The suspicious bombing of the golden dome mosque in Samarra in February began a rapid increase in the killings of civilian Iraqis. Even worse for the Iraqis, many of the killings appeared to be pitting members of the Sunni Moslem religious group against members of the Shiite group. No organization ever took public responsibility for the bombing, and the killings were carried out by private militias, often masked and of unclear origin.

What arouses greater suspicions is that some U.S. strategists began at the end of 2004 to suggest the U.S. occupation adopt the “Salvador option.” The headline in a Jan. 14, 2005, Newsweek article was: “The Pentagon may put Special-Forces-led assassination or kidnapping teams in Iraq,” just as it did in El Salvador to kill Salvadoran progressives, unionists and any civilians in the way, and just as it did with the “Phoenix Program,” another death-squad venture in Vietnam. Once it became clear that “shock and awe” had failed to subdue the Iraqis, this bloody option started gaining support in U.S. imperialist circles.

To add substance to these suspicions, the Iraq puppet government’s interior minister, up to now someone who cooperated with the U.S. occupation, has admitted that death squads and unauthorized armed groups have been carrying out sectarian killings in the country. In a BBC interview on April 11, Bayan Jabr denied these groups were his responsibility. He added that there are non-governmental armed groups called the Facility Protection Service, set up in 2003 by the U.S. occupation, that number 150,000 effectives. Jabr said these 150,000 hired guns are “out of order, not under our control,” along with another 30,000 private security guards.

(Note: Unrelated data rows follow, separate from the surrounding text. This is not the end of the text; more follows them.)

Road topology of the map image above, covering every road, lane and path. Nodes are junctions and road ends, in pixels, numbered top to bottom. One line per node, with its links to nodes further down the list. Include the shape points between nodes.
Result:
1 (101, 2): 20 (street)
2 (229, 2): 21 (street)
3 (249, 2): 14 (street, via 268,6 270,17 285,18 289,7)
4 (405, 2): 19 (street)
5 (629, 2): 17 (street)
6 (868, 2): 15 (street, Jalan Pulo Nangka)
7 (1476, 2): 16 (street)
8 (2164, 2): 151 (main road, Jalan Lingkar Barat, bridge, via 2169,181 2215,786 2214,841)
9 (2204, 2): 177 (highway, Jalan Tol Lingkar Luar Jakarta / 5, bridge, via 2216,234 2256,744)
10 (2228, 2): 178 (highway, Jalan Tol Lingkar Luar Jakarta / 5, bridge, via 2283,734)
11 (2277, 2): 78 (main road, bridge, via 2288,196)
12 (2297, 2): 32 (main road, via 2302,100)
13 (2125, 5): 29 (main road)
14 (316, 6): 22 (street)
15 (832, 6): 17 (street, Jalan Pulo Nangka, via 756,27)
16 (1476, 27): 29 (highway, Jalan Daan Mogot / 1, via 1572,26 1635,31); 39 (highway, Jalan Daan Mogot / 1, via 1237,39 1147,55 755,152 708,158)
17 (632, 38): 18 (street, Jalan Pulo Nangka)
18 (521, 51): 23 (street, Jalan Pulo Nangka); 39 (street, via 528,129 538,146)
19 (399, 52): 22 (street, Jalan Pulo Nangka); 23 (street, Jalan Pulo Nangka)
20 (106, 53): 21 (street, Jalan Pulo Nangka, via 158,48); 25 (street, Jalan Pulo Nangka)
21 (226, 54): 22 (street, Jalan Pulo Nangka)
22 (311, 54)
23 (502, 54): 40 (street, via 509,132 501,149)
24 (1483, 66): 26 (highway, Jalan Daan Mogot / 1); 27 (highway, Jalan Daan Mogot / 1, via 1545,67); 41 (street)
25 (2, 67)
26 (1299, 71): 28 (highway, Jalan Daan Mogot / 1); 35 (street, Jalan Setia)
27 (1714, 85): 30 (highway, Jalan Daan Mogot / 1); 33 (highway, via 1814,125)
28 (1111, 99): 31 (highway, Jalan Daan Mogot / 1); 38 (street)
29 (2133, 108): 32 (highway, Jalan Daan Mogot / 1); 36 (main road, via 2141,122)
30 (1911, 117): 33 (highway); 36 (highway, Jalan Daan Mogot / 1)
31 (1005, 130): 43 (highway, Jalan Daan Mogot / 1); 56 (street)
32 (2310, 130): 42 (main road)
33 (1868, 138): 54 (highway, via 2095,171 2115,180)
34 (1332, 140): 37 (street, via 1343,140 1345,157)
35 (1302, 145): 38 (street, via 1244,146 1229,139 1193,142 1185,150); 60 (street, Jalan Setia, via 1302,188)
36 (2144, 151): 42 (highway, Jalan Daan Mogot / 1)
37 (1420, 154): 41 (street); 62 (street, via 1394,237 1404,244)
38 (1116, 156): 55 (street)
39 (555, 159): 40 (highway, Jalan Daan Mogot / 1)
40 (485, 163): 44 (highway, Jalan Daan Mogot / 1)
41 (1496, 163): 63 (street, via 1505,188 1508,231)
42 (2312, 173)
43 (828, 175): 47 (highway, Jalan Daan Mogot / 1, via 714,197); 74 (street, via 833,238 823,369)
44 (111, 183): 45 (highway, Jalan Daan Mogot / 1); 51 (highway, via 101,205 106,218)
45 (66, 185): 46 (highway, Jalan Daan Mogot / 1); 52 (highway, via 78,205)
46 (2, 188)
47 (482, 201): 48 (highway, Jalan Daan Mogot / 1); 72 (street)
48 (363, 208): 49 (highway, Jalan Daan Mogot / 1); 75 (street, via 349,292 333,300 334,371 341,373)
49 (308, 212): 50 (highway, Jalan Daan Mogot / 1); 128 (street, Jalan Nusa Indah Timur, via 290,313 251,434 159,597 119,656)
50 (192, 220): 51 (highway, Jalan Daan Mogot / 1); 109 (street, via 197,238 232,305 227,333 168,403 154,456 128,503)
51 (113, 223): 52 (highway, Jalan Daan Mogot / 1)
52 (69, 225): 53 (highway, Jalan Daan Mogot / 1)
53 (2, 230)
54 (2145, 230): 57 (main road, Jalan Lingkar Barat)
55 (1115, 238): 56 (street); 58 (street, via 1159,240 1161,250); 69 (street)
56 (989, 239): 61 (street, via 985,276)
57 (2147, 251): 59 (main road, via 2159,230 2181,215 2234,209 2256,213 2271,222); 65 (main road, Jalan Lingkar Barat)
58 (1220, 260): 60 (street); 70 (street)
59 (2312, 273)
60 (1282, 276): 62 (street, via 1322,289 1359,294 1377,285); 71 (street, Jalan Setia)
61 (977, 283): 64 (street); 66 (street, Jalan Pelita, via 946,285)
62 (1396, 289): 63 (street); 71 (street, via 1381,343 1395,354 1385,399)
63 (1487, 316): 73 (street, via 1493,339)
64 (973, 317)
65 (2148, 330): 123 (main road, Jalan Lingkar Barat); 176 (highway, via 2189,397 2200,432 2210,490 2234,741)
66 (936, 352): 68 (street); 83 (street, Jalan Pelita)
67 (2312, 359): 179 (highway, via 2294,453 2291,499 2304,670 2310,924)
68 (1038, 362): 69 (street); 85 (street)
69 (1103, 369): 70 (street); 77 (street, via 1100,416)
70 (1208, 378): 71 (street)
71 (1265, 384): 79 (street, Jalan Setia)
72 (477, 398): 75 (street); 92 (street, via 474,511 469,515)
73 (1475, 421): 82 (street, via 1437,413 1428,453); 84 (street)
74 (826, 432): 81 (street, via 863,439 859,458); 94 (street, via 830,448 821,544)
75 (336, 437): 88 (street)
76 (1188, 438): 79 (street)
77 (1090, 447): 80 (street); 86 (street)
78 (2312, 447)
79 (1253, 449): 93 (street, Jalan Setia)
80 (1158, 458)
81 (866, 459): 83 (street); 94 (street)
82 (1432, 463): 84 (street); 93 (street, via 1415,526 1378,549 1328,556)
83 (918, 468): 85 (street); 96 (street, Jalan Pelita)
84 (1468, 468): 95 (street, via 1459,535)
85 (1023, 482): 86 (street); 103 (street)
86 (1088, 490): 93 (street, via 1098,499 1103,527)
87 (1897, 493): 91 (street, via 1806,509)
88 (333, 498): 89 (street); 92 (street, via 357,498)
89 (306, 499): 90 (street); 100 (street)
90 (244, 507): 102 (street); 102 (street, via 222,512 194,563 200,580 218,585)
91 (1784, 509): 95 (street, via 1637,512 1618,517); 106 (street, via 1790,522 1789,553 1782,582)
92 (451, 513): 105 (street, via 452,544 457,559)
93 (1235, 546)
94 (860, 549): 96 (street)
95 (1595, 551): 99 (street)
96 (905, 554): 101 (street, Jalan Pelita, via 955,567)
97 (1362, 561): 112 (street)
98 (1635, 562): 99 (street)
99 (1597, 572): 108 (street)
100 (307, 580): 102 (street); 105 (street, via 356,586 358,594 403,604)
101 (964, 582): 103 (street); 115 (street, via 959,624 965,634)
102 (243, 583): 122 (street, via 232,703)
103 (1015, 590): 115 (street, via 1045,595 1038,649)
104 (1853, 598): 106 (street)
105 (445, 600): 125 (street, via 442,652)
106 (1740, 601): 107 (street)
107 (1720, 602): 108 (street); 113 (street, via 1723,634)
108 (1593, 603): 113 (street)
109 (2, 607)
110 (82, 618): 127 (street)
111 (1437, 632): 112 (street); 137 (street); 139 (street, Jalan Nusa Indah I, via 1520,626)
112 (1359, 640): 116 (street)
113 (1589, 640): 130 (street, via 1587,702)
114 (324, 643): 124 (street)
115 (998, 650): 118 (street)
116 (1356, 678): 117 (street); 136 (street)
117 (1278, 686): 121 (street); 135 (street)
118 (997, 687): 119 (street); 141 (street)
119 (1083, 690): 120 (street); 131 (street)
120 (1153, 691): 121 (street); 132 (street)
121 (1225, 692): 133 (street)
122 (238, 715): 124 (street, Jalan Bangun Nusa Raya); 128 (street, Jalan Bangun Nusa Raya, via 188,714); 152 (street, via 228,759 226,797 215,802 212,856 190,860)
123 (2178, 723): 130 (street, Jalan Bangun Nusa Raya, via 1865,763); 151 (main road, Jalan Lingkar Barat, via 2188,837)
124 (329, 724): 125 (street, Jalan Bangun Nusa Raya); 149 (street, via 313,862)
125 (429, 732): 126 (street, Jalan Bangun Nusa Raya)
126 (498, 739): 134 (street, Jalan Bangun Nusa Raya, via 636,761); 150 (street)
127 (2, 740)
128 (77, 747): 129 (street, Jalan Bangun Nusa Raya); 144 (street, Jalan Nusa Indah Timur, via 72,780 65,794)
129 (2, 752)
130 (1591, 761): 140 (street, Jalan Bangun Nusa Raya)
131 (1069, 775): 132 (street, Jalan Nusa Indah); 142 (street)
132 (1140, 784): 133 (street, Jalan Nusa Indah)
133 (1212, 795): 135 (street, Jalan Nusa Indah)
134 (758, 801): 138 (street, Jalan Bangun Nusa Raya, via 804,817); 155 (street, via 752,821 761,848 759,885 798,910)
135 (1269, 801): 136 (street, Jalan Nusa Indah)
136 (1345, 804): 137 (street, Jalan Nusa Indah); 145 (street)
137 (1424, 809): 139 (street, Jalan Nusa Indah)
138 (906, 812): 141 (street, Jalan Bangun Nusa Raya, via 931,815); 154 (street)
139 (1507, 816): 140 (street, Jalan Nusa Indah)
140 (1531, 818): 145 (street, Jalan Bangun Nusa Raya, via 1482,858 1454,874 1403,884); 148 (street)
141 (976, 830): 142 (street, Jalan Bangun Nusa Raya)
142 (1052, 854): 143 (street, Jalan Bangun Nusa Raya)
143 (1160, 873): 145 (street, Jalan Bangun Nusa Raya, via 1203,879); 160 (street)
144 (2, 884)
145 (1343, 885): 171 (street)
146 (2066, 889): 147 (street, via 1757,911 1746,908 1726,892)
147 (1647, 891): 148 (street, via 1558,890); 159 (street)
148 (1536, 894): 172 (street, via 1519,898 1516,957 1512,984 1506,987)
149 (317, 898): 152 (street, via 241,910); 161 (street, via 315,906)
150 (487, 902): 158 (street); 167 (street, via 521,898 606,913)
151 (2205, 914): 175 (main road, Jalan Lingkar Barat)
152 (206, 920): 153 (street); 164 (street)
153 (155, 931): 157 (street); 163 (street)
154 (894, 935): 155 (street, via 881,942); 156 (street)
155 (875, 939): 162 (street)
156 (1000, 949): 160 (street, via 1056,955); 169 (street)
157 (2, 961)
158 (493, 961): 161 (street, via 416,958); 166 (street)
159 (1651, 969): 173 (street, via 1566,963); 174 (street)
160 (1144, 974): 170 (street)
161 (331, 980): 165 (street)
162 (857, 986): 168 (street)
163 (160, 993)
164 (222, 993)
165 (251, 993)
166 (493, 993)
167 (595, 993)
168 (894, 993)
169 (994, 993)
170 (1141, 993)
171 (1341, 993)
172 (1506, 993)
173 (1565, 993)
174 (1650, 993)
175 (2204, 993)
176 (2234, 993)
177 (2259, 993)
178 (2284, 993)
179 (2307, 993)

This total of armed agents is even more than the number of regular U.S. troops operating in Iraq. Whatever ax Jabr has to grind, his comments mean the U.S. has a wide supply of mercenary personnel capable of carrying out provocations and acting as death squads—in other words, executing the “Salvador option.” The Bush administration has certainly proved capable of lying about such a strategy. Anyone born earlier than yesterday can only assume it is lying once again.